● **Work instructions**:
Every record below should be printed exactly as it appears.
===== Record excerpts
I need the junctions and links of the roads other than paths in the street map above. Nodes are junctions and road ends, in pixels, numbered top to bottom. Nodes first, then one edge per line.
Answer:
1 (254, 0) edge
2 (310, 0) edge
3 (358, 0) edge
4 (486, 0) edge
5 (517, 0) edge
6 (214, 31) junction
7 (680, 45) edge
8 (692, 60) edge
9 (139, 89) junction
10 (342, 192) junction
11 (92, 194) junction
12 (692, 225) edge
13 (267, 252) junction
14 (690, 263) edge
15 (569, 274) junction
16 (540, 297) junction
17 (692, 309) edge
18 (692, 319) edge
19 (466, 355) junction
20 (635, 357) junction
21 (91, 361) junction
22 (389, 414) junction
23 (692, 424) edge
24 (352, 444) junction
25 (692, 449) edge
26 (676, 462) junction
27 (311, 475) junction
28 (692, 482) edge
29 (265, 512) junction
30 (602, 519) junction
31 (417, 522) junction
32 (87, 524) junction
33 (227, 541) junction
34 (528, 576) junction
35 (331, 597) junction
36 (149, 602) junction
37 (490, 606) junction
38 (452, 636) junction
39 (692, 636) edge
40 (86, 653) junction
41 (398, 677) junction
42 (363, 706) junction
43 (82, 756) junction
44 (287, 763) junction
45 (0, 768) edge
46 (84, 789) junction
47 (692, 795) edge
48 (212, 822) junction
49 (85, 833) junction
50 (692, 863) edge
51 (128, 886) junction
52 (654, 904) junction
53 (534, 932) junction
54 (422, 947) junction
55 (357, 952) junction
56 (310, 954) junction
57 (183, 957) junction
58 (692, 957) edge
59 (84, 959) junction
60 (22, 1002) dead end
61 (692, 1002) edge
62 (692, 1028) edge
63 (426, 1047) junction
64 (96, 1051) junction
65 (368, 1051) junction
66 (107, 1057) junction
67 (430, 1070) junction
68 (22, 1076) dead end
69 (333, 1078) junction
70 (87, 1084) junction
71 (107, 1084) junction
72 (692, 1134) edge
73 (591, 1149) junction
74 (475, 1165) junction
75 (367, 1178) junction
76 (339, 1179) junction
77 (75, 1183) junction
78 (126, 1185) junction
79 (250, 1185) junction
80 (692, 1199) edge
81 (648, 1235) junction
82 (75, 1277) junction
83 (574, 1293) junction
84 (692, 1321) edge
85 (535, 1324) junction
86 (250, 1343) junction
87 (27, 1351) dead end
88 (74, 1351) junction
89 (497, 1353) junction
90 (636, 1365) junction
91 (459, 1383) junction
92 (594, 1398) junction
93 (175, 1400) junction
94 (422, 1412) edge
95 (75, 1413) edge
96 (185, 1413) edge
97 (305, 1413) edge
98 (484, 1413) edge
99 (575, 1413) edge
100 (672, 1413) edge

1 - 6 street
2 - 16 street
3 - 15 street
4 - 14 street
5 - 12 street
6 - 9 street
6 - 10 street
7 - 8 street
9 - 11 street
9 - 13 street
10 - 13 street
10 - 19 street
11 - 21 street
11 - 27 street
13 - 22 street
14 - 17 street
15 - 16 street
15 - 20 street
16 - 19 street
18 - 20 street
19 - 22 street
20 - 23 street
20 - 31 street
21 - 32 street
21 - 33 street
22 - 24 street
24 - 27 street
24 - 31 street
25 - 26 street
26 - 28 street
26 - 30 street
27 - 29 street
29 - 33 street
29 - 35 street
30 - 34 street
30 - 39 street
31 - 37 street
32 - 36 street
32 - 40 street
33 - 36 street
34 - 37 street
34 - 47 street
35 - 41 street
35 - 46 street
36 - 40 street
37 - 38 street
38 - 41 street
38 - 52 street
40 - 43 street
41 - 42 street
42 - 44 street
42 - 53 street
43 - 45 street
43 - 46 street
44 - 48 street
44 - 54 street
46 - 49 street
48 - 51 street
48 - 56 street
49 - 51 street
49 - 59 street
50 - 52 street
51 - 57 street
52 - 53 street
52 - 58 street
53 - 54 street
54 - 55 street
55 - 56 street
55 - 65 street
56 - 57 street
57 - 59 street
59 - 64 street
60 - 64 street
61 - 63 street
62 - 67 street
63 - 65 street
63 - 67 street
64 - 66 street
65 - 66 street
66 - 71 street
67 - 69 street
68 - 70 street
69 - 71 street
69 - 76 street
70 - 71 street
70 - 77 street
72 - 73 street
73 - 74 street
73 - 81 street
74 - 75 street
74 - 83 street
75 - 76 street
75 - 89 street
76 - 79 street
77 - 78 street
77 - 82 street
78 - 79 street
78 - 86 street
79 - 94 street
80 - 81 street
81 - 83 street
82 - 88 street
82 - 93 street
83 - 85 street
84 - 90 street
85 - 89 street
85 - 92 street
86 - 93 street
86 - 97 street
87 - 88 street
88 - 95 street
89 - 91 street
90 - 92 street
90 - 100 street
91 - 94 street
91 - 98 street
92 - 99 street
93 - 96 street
==========
● **Solution for this problem**:
I need the junctions and links of the roads other than paths in the street map above. Nodes are junctions and road ends, in pixels, numbered top to bottom. Nodes first, then one edge per line.
Answer:
1 (254, 0) edge
2 (310, 0) edge
3 (358, 0) edge
4 (486, 0) edge
5 (517, 0) edge
6 (214, 31) junction
7 (680, 45) edge
8 (692, 60) edge
9 (139, 89) junction
10 (342, 192) junction
11 (92, 194) junction
12 (692, 225) edge
13 (267, 252) junction
14 (690, 263) edge
15 (569, 274) junction
16 (540, 297) junction
17 (692, 309) edge
18 (692, 319) edge
19 (466, 355) junction
20 (635, 357) junction
21 (91, 361) junction
22 (389, 414) junction
23 (692, 424) edge
24 (352, 444) junction
25 (692, 449) edge
26 (676, 462) junction
27 (311, 475) junction
28 (692, 482) edge
29 (265, 512) junction
30 (602, 519) junction
31 (417, 522) junction
32 (87, 524) junction
33 (227, 541) junction
34 (528, 576) junction
35 (331, 597) junction
36 (149, 602) junction
37 (490, 606) junction
38 (452, 636) junction
39 (692, 636) edge
40 (86, 653) junction
41 (398, 677) junction
42 (363, 706) junction
43 (82, 756) junction
44 (287, 763) junction
45 (0, 768) edge
46 (84, 789) junction
47 (692, 795) edge
48 (212, 822) junction
49 (85, 833) junction
50 (692, 863) edge
51 (128, 886) junction
52 (654, 904) junction
53 (534, 932) junction
54 (422, 947) junction
55 (357, 952) junction
56 (310, 954) junction
57 (183, 957) junction
58 (692, 957) edge
59 (84, 959) junction
60 (22, 1002) dead end
61 (692, 1002) edge
62 (692, 1028) edge
63 (426, 1047) junction
64 (96, 1051) junction
65 (368, 1051) junction
66 (107, 1057) junction
67 (430, 1070) junction
68 (22, 1076) dead end
69 (333, 1078) junction
70 (87, 1084) junction
71 (107, 1084) junction
72 (692, 1134) edge
73 (591, 1149) junction
74 (475, 1165) junction
75 (367, 1178) junction
76 (339, 1179) junction
77 (75, 1183) junction
78 (126, 1185) junction
79 (250, 1185) junction
80 (692, 1199) edge
81 (648, 1235) junction
82 (75, 1277) junction
83 (574, 1293) junction
84 (692, 1321) edge
85 (535, 1324) junction
86 (250, 1343) junction
87 (27, 1351) dead end
88 (74, 1351) junction
89 (497, 1353) junction
90 (636, 1365) junction
91 (459, 1383) junction
92 (594, 1398) junction
93 (175, 1400) junction
94 (422, 1412) edge
95 (75, 1413) edge
96 (185, 1413) edge
97 (305, 1413) edge
98 (484, 1413) edge
99 (575, 1413) edge
100 (672, 1413) edge

1 - 6 street
2 - 16 street
3 - 15 street
4 - 14 street
5 - 12 street
6 - 9 street
6 - 10 street
7 - 8 street
9 - 11 street
9 - 13 street
10 - 13 street
10 - 19 street
11 - 21 street
11 - 27 street
13 - 22 street
14 - 17 street
15 - 16 street
15 - 20 street
16 - 19 street
18 - 20 street
19 - 22 street
20 - 23 street
20 - 31 street
21 - 32 street
21 - 33 street
22 - 24 street
24 - 27 street
24 - 31 street
25 - 26 street
26 - 28 street
26 - 30 street
27 - 29 street
29 - 33 street
29 - 35 street
30 - 34 street
30 - 39 street
31 - 37 street
32 - 36 street
32 - 40 street
33 - 36 street
34 - 37 street
34 - 47 street
35 - 41 street
35 - 46 street
36 - 40 street
37 - 38 street
38 - 41 street
38 - 52 street
40 - 43 street
41 - 42 street
42 - 44 street
42 - 53 street
43 - 45 street
43 - 46 street
44 - 48 street
44 - 54 street
46 - 49 street
48 - 51 street
48 - 56 street
49 - 51 street
49 - 59 street
50 - 52 street
51 - 57 street
52 - 53 street
52 - 58 street
53 - 54 street
54 - 55 street
55 - 56 street
55 - 65 street
56 - 57 street
57 - 59 street
59 - 64 street
60 - 64 street
61 - 63 street
62 - 67 street
63 - 65 street
63 - 67 street
64 - 66 street
65 - 66 street
66 - 71 street
67 - 69 street
68 - 70 street
69 - 71 street
69 - 76 street
70 - 71 street
70 - 77 street
72 - 73 street
73 - 74 street
73 - 81 street
74 - 75 street
74 - 83 street
75 - 76 street
75 - 89 street
76 - 79 street
77 - 78 street
77 - 82 street
78 - 79 street
78 - 86 street
79 - 94 street
80 - 81 street
81 - 83 street
82 - 88 street
82 - 93 street
83 - 85 street
84 - 90 street
85 - 89 street
85 - 92 street
86 - 93 street
86 - 97 street
87 - 88 street
88 - 95 street
89 - 91 street
90 - 92 street
90 - 100 street
91 - 94 street
91 - 98 street
92 - 99 street
93 - 96 street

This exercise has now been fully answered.